SANBORN, N.Y. -- Niagara County Community College is getting $1 million from the state to cultivate its cannabis education program as New York moves closer to fully realizing its industry.
"It's an investment that enables us to be everything to everyone when it comes to cannabis education," Brian Michel, NCCC assistant vice president of academic affairs, said.
NCCC is the only college west of the Capital Region that's getting the funding. Michel said the school is partnering with Genesee, Erie and Jamestown Community Colleges and plans to lead individuals programs on each campus in the near future.
"We have as much as ten times as many students projected to go through the program as our three other co-awardees from across the state do," he said.
In total, the college is expecting 4,000 participants over the course of a three-year pilot program that starts in September. Michel said NCCC has already been a leader in the state in the emerging industry with cannabis-specific areas of study within its well-established horticulture program.

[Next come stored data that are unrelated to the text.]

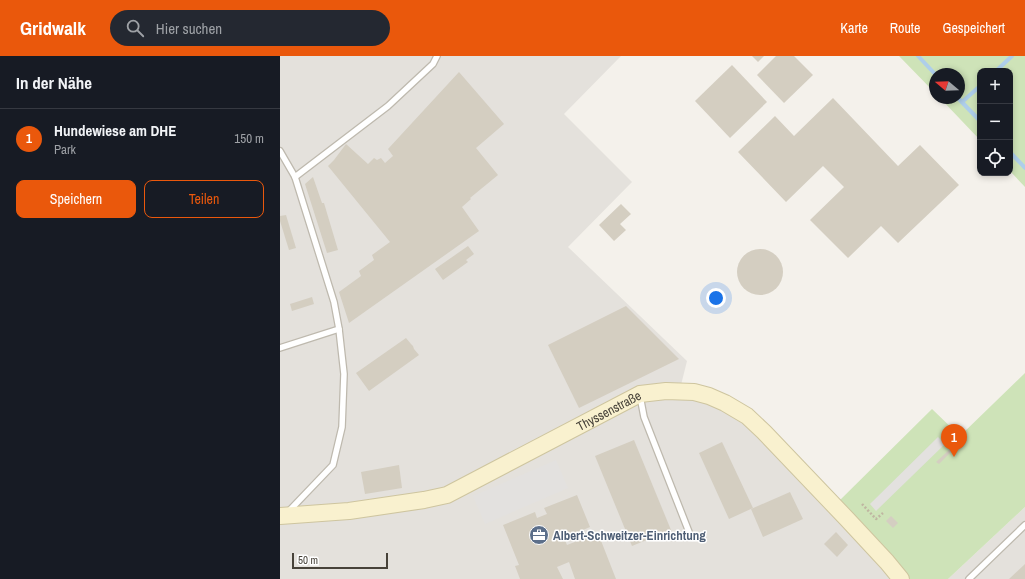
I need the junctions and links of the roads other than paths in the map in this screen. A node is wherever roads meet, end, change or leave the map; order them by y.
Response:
1 (437, 56) edge
2 (280, 151) edge
3 (295, 177) junction
4 (339, 329) junction
5 (280, 348) edge
6 (640, 394) junction
7 (283, 516) edge
8 (1025, 525) edge
9 (689, 532) dead end
10 (887, 562) junction
11 (894, 579) edge
12 (901, 579) edge
13 (969, 579) edge

1 - 3 lane
2 - 3 lane
3 - 4 lane
4 - 5 lane
4 - 7 lane
6 - 7 street, Thyssenstraße
6 - 9 lane
6 - 10 street, Thyssenstraße
8 - 13 lane
10 - 11 street, Thyssenstraße
10 - 12 street, Thyssenstraße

"The fact is Niagara has an existing program," he said. "We are using this grant not as seed capital but as expansion capital."
The community college will use the money to support scholarships, curriculum development and expansion, and professional development for faculty. It plans to bring in an external evaluator and legal advisor and importantly, install a self-contained growing facility on its Sanborn campus.
"Hands-on experience has been an ever present hurdle for us to say the least," Michel said.
The school said it plans to have local certificates, a micro-credential and a full degree so anyone who wants to participate is able. Michel said NCCC will partner with non-profits to recruit students from traditionally under-represented populations.
"I have no doubt there's going to be a diversified student base enrolling in the program which will be consistent with what we've seen with this program thus far," he said.
Michel said the school wants to have a cohesive program from seed to sale, so students will learn how to grow, harvest and process, market and retail, as well as learning how to navigate the legal hurdles of the industry. Hesaid because marijuana is still not legal federally, the school focuses on the cultivation of hemp.
However, the products are very similar so he says students well-prepared as the new industry continues to expand.